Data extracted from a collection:
··········

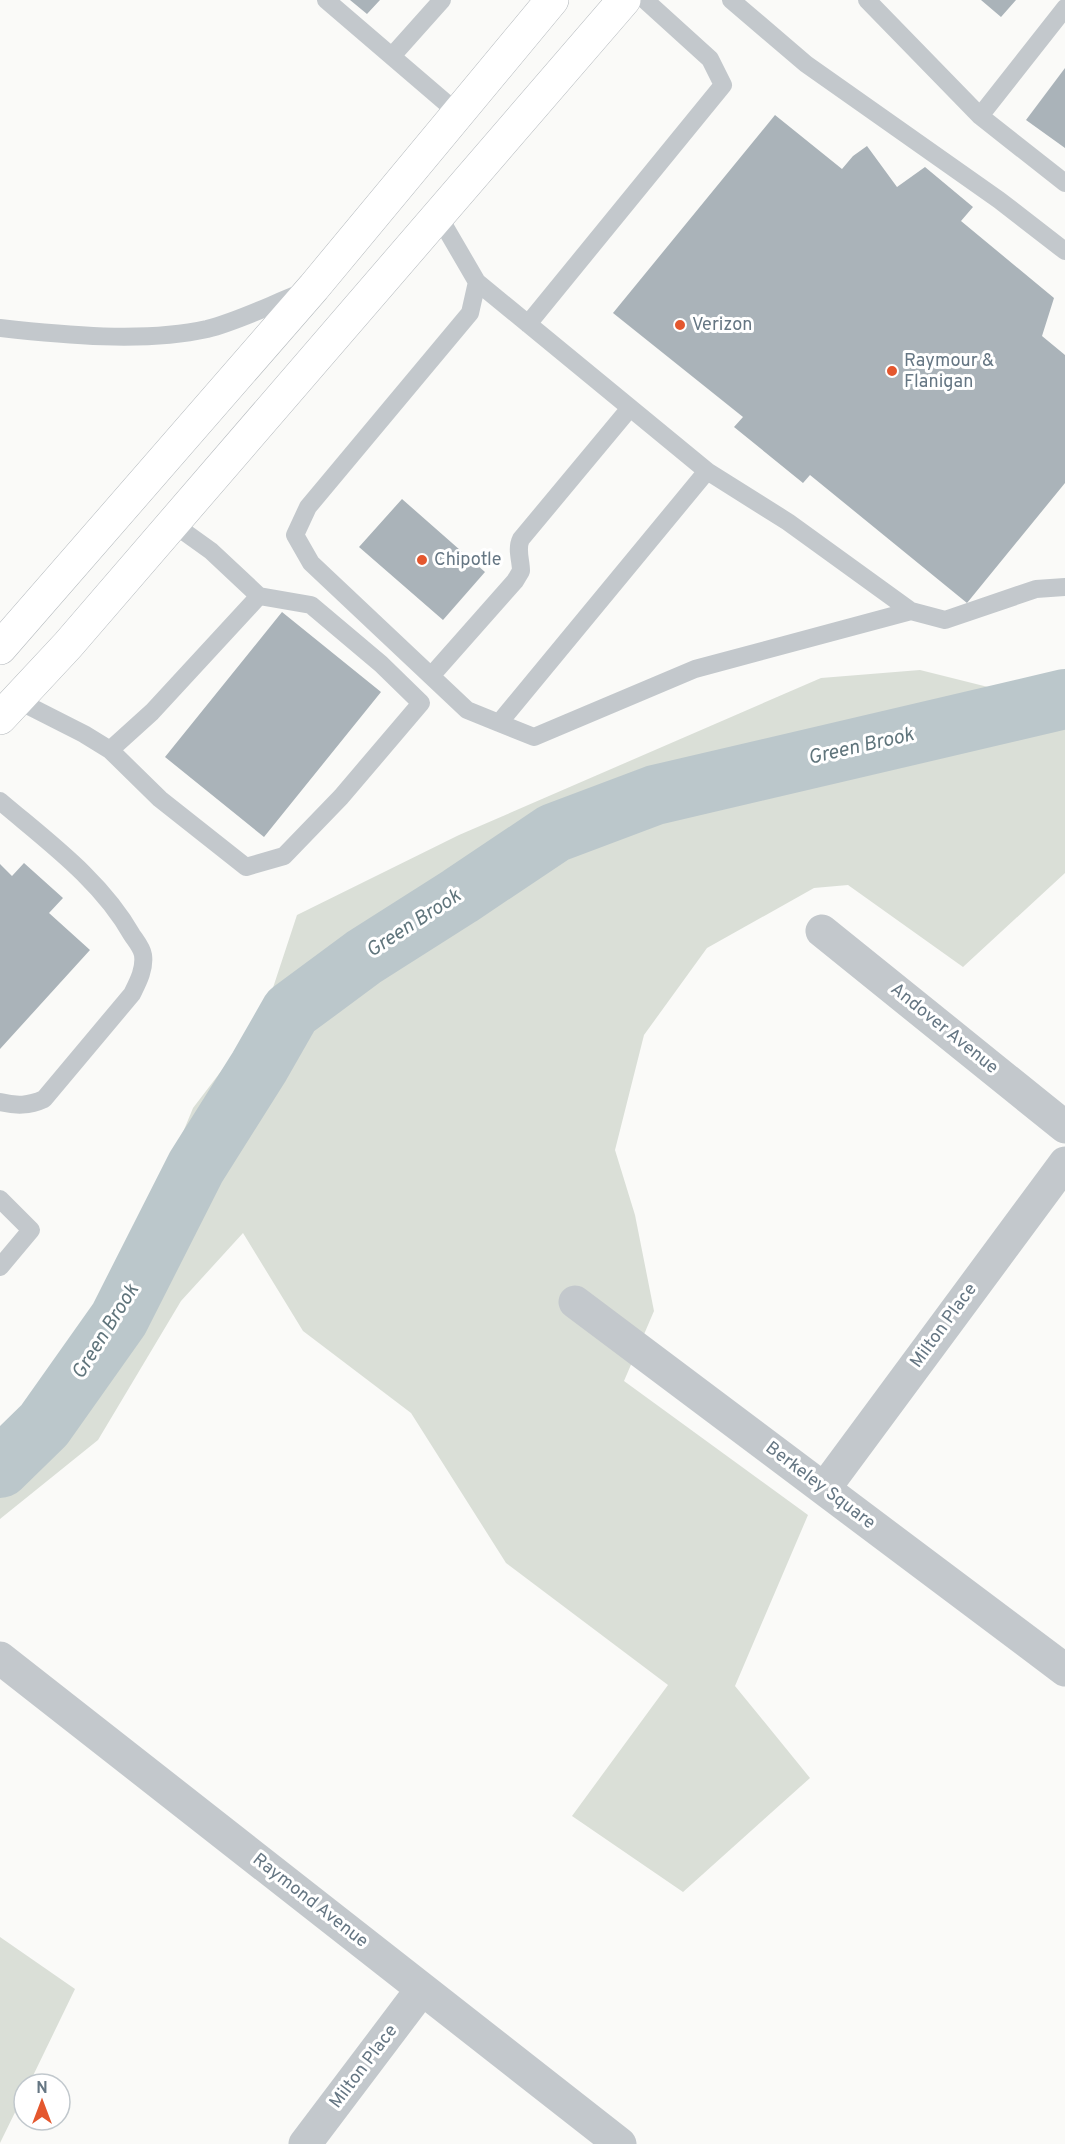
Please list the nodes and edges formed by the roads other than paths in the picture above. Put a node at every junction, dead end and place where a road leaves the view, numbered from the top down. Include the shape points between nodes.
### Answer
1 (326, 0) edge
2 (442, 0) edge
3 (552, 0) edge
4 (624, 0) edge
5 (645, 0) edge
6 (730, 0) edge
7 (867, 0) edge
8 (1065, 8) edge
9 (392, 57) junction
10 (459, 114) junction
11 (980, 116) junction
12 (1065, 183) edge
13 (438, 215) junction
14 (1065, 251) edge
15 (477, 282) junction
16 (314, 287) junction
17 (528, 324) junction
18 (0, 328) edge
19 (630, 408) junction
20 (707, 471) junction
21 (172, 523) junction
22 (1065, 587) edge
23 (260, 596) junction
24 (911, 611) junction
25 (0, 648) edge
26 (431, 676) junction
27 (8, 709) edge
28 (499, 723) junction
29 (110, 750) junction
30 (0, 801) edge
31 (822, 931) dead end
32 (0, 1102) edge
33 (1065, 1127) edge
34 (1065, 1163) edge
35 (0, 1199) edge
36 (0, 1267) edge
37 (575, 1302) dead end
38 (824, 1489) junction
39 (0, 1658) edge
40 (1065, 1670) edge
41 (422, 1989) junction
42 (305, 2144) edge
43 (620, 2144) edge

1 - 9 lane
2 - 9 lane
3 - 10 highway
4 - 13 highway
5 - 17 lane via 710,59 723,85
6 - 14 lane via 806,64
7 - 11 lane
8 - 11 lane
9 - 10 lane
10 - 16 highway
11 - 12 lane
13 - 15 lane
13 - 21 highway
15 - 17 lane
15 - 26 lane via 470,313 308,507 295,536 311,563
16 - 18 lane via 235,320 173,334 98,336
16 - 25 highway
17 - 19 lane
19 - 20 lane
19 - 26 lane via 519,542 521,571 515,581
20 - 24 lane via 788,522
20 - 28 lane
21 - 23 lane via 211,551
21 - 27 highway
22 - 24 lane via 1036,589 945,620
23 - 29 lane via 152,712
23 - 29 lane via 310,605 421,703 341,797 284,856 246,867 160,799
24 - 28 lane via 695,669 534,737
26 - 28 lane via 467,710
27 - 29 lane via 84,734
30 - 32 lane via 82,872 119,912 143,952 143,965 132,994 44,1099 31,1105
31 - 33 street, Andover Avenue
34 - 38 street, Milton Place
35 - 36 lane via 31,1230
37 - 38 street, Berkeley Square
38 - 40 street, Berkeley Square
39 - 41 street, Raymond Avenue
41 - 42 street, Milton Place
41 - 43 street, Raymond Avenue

··········

* **Activity**:
The copy must include every record exactly and none of the pictures.

* **Written solution**:
Please list the nodes and edges formed by the roads other than paths in the picture above. Put a node at every junction, dead end and place where a road leaves the view, numbered from the top down. Include the shape points between nodes.
### Answer
1 (326, 0) edge
2 (442, 0) edge
3 (552, 0) edge
4 (624, 0) edge
5 (645, 0) edge
6 (730, 0) edge
7 (867, 0) edge
8 (1065, 8) edge
9 (392, 57) junction
10 (459, 114) junction
11 (980, 116) junction
12 (1065, 183) edge
13 (438, 215) junction
14 (1065, 251) edge
15 (477, 282) junction
16 (314, 287) junction
17 (528, 324) junction
18 (0, 328) edge
19 (630, 408) junction
20 (707, 471) junction
21 (172, 523) junction
22 (1065, 587) edge
23 (260, 596) junction
24 (911, 611) junction
25 (0, 648) edge
26 (431, 676) junction
27 (8, 709) edge
28 (499, 723) junction
29 (110, 750) junction
30 (0, 801) edge
31 (822, 931) dead end
32 (0, 1102) edge
33 (1065, 1127) edge
34 (1065, 1163) edge
35 (0, 1199) edge
36 (0, 1267) edge
37 (575, 1302) dead end
38 (824, 1489) junction
39 (0, 1658) edge
40 (1065, 1670) edge
41 (422, 1989) junction
42 (305, 2144) edge
43 (620, 2144) edge

1 - 9 lane
2 - 9 lane
3 - 10 highway
4 - 13 highway
5 - 17 lane via 710,59 723,85
6 - 14 lane via 806,64
7 - 11 lane
8 - 11 lane
9 - 10 lane
10 - 16 highway
11 - 12 lane
13 - 15 lane
13 - 21 highway
15 - 17 lane
15 - 26 lane via 470,313 308,507 295,536 311,563
16 - 18 lane via 235,320 173,334 98,336
16 - 25 highway
17 - 19 lane
19 - 20 lane
19 - 26 lane via 519,542 521,571 515,581
20 - 24 lane via 788,522
20 - 28 lane
21 - 23 lane via 211,551
21 - 27 highway
22 - 24 lane via 1036,589 945,620
23 - 29 lane via 152,712
23 - 29 lane via 310,605 421,703 341,797 284,856 246,867 160,799
24 - 28 lane via 695,669 534,737
26 - 28 lane via 467,710
27 - 29 lane via 84,734
30 - 32 lane via 82,872 119,912 143,952 143,965 132,994 44,1099 31,1105
31 - 33 street, Andover Avenue
34 - 38 street, Milton Place
35 - 36 lane via 31,1230
37 - 38 street, Berkeley Square
38 - 40 street, Berkeley Square
39 - 41 street, Raymond Avenue
41 - 42 street, Milton Place
41 - 43 street, Raymond Avenue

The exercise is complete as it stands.